** Input follows **
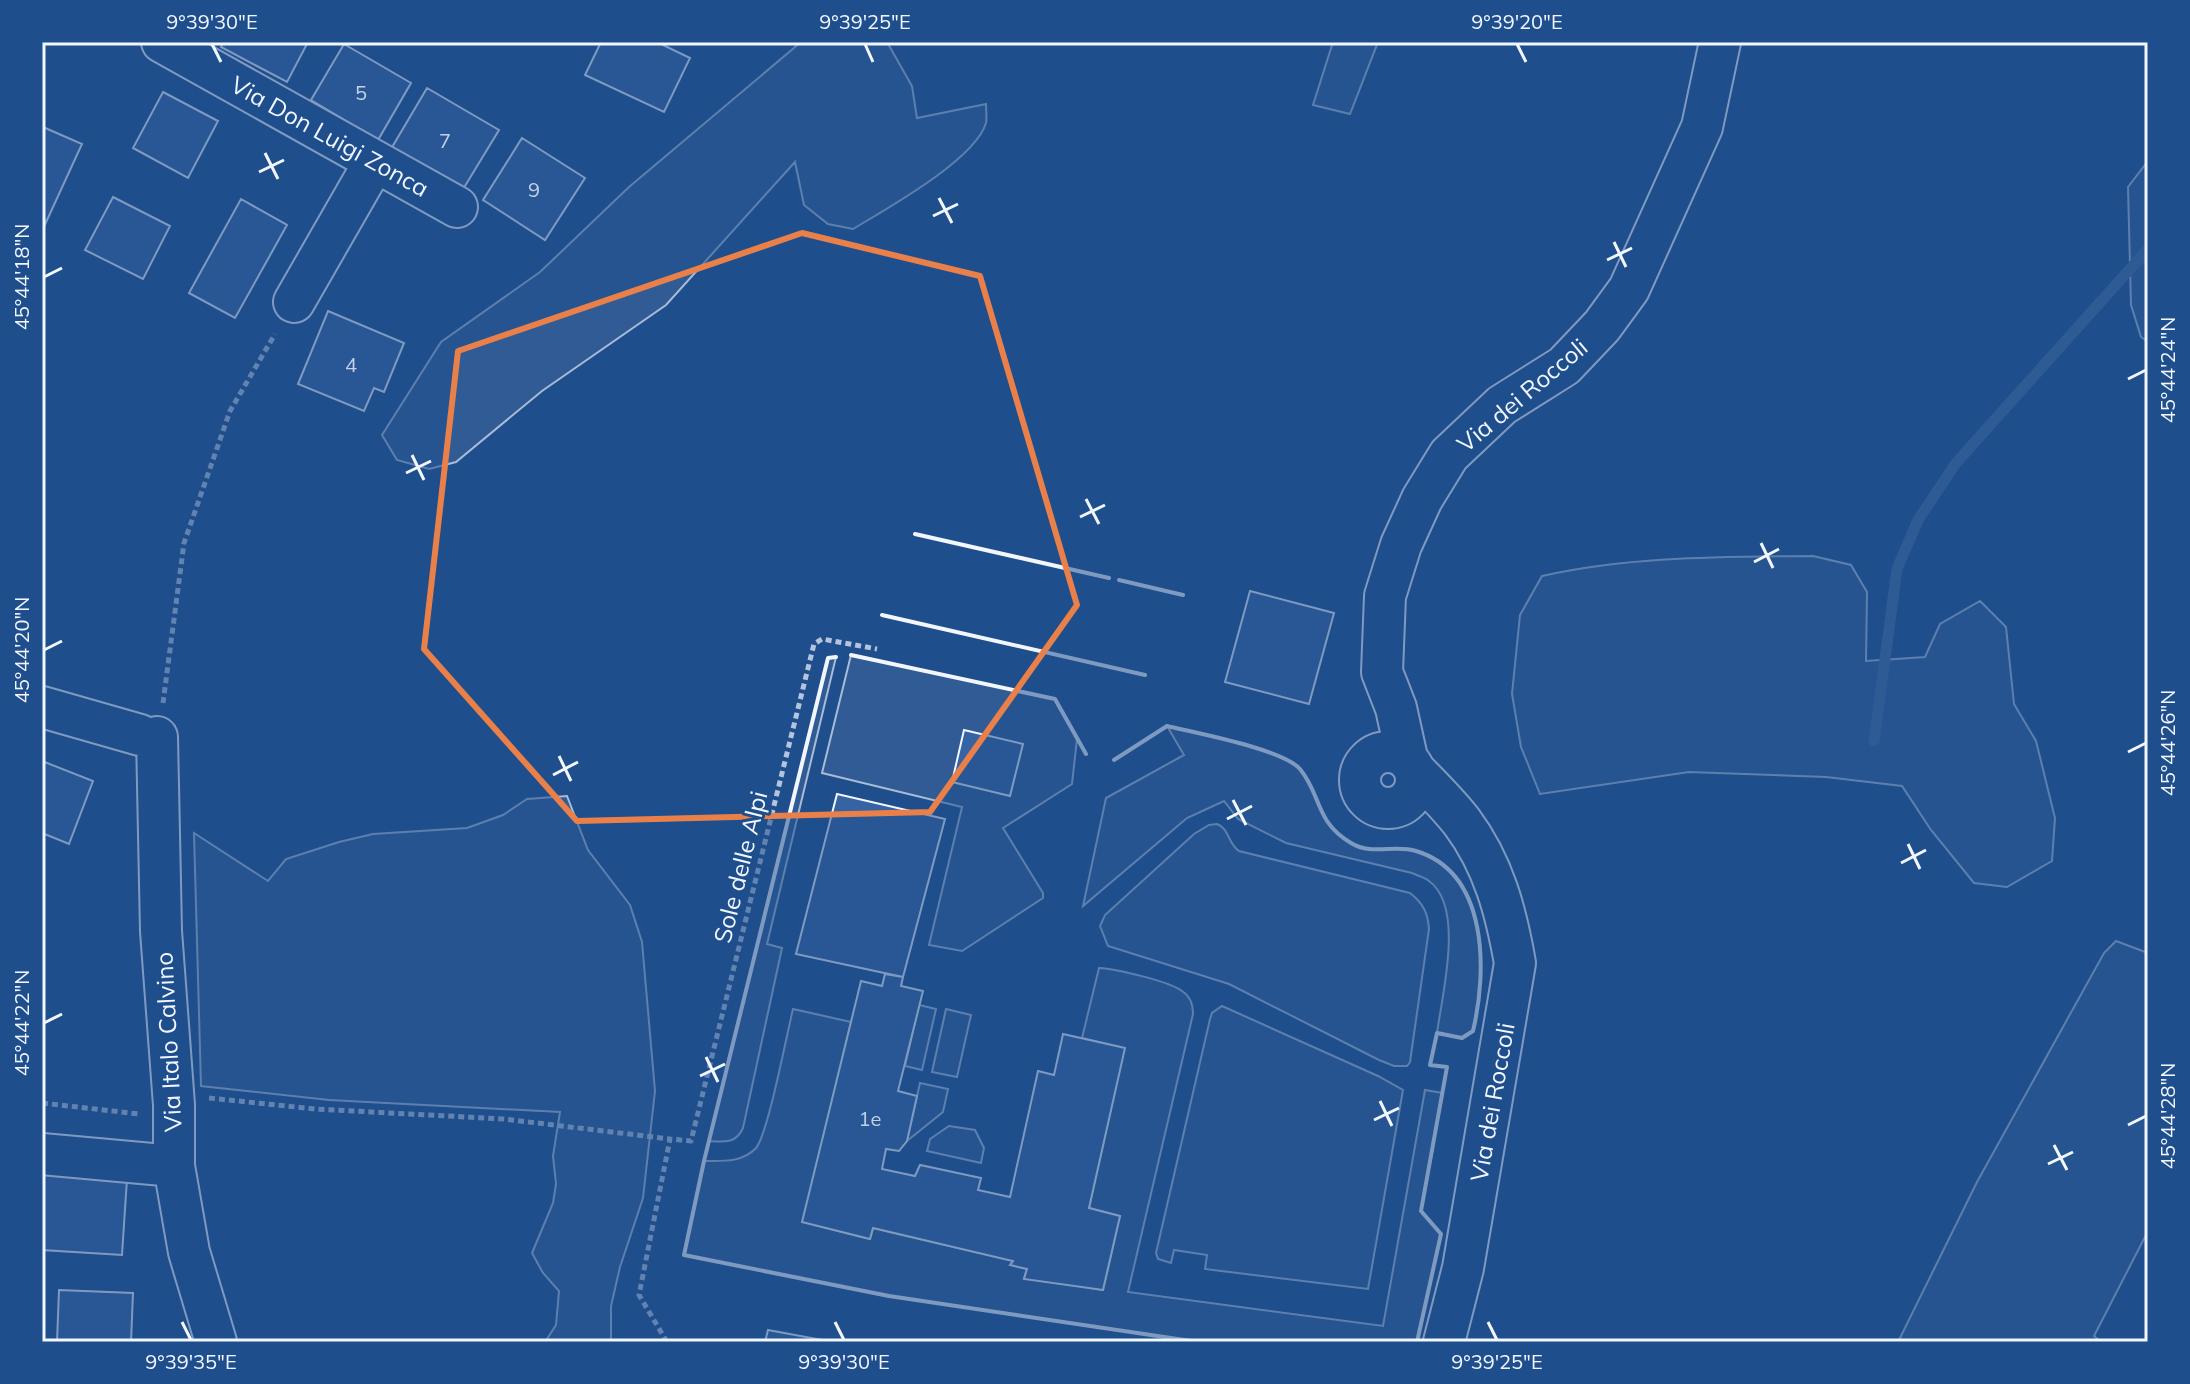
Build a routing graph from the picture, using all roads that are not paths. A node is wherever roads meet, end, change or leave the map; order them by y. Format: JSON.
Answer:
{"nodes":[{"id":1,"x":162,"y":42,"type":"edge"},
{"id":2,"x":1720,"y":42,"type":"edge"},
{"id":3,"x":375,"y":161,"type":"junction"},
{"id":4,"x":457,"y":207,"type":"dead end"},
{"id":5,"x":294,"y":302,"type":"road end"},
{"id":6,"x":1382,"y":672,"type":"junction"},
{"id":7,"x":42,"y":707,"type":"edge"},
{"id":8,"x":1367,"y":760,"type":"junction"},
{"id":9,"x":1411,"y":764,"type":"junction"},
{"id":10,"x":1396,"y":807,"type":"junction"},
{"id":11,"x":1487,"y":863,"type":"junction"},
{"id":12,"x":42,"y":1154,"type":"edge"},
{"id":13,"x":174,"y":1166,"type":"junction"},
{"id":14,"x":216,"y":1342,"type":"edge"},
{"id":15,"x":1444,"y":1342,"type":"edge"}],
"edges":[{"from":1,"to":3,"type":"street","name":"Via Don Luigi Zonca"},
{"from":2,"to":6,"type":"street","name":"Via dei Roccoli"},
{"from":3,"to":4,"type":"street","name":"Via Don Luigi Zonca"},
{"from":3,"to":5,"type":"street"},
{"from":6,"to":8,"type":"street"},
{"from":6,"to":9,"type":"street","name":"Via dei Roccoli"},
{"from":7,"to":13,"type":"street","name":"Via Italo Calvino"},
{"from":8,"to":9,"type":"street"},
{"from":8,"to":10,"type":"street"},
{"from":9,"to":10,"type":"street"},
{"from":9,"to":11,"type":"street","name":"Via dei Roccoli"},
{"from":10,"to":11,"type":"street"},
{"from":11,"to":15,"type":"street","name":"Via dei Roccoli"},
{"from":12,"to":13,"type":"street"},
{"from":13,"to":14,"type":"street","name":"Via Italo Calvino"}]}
** End of Input **
Brief:
All of the data must be repeated exactly, except for the pictures.

Response to the task:
Build a routing graph from the picture, using all roads that are not paths. A node is wherever roads meet, end, change or leave the map; order them by y. Format: JSON.
Answer:
{"nodes":[{"id":1,"x":162,"y":42,"type":"edge"},
{"id":2,"x":1720,"y":42,"type":"edge"},
{"id":3,"x":375,"y":161,"type":"junction"},
{"id":4,"x":457,"y":207,"type":"dead end"},
{"id":5,"x":294,"y":302,"type":"road end"},
{"id":6,"x":1382,"y":672,"type":"junction"},
{"id":7,"x":42,"y":707,"type":"edge"},
{"id":8,"x":1367,"y":760,"type":"junction"},
{"id":9,"x":1411,"y":764,"type":"junction"},
{"id":10,"x":1396,"y":807,"type":"junction"},
{"id":11,"x":1487,"y":863,"type":"junction"},
{"id":12,"x":42,"y":1154,"type":"edge"},
{"id":13,"x":174,"y":1166,"type":"junction"},
{"id":14,"x":216,"y":1342,"type":"edge"},
{"id":15,"x":1444,"y":1342,"type":"edge"}],
"edges":[{"from":1,"to":3,"type":"street","name":"Via Don Luigi Zonca"},
{"from":2,"to":6,"type":"street","name":"Via dei Roccoli"},
{"from":3,"to":4,"type":"street","name":"Via Don Luigi Zonca"},
{"from":3,"to":5,"type":"street"},
{"from":6,"to":8,"type":"street"},
{"from":6,"to":9,"type":"street","name":"Via dei Roccoli"},
{"from":7,"to":13,"type":"street","name":"Via Italo Calvino"},
{"from":8,"to":9,"type":"street"},
{"from":8,"to":10,"type":"street"},
{"from":9,"to":10,"type":"street"},
{"from":9,"to":11,"type":"street","name":"Via dei Roccoli"},
{"from":10,"to":11,"type":"street"},
{"from":11,"to":15,"type":"street","name":"Via dei Roccoli"},
{"from":12,"to":13,"type":"street"},
{"from":13,"to":14,"type":"street","name":"Via Italo Calvino"}]}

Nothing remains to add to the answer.